Twenty-four Vermont communities spent Town Meeting Day taking on a sticky issue.

"Tar sands are a kind of deposit that is oil mixed with sand," explained Andy Simon of the environmental advocacy group 350 Vermont.

In places like Burlington, Middlebury and Calais voters were being asked to take a stand on the possibility of transporting the Canadian fuel source through a pipeline that runs from Montreal to Portland, Maine, by way of the Northeast Kingdom.

Some in the Queen City opposed the idea.

"There's a lot of places that things aren't affected directly and you still don't want them," said Johanna Page of Burlington.

Others said it was not their place to regulate possible new business.

"I am quite a proponent of the free market system," said Barbara Shaw-Dorso of Burlington.

The pipeline in question runs through nearly a dozen communities including Jay, Burke, Barton and Troy. Yet none of these communities are taking up the issue.

"Well, I think they are trying to get people to stick their nose in up here where it doesn't belong," said Sen.
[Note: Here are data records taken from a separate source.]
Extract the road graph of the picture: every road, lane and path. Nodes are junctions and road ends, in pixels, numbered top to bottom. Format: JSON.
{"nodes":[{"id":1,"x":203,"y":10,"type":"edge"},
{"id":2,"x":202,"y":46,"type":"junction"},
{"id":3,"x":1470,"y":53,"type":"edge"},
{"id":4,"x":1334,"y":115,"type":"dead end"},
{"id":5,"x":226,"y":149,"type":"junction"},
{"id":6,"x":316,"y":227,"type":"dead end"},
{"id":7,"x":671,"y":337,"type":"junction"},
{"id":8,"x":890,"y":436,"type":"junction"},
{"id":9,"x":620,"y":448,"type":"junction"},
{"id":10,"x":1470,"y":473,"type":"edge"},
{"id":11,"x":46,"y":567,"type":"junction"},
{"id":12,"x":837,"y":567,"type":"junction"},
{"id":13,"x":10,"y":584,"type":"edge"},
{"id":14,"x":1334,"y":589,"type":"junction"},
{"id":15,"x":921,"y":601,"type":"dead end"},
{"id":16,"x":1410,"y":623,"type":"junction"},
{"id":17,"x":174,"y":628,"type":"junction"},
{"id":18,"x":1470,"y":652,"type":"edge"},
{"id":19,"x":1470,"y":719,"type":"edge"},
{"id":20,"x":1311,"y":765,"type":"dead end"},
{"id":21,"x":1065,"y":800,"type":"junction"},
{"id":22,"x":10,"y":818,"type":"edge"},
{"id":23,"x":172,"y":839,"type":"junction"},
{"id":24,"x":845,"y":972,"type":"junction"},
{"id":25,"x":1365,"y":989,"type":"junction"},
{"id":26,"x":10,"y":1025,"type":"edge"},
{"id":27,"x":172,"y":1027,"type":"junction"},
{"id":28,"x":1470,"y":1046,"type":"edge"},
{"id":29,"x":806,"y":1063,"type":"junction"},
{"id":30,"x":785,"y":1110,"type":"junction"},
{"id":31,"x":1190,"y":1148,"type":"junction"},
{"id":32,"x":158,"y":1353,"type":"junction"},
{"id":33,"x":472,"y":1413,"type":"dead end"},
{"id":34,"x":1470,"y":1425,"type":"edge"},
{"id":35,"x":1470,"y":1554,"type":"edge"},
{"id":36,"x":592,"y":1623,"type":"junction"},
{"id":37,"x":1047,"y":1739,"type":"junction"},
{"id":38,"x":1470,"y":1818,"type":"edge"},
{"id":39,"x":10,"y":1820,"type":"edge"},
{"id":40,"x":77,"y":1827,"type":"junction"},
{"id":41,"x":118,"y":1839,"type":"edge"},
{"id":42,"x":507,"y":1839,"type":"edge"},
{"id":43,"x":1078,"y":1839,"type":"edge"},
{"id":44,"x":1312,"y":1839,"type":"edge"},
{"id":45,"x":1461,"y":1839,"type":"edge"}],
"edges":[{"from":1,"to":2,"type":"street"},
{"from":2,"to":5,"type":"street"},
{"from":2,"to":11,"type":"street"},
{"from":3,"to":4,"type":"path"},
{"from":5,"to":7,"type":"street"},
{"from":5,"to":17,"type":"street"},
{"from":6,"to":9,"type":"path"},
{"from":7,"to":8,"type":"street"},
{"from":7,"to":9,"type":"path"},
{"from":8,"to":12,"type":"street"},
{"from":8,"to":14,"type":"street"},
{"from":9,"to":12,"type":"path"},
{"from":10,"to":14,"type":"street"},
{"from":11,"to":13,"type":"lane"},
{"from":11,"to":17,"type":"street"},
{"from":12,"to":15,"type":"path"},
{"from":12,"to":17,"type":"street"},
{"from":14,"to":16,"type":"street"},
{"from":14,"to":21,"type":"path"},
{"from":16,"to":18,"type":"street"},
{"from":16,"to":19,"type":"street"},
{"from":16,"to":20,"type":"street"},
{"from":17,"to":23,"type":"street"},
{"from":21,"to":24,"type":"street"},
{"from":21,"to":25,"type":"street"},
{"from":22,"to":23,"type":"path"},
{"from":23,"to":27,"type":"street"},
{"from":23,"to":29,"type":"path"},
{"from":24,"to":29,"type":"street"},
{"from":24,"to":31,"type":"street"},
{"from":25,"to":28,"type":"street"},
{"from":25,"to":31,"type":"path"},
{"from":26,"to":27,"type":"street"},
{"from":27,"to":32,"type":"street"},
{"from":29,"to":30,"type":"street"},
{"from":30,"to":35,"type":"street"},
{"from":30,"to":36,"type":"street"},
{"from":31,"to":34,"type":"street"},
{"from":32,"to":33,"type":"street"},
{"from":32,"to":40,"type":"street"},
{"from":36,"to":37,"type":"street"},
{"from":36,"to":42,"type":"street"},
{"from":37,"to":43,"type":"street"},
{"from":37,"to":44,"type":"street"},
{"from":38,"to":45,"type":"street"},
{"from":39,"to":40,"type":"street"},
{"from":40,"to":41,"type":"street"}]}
Bobby Starr, D-Essex/Orleans.

Starr and others at Troy's town meeting said the debate over tar sands in the Northeast Kingdom is one NEK communities can have for themselves.

"I think it should be left up to the towns," said Steve Dobler of Troy. "I think it should be on an individual town basis."

"Personally, I feel that people of the Northeast Kingdom can handle their own situations," Starr said. "We really don't need outsiders telling us what's best and what's not best for our area."

The environmental advocacy group 350 Vermont is largely behind the push to keep tar sands out of Vermont.

"It would be a disaster for the entire state, not just for the Northeast Kingdom if there were a pipeline leak," Simon said.

The group admits early traction has come from outside the NEK, but that the region is on its radar.

"We're starting with what we have down here and relatively limited capacity for organizing and we're working our way up there," Simon said.

The question now is will they be welcome?

Starr points out that there is no current proposal to run the tar sands through the pipeline and those looking to prevent it may be putting the cart ahead of the horse.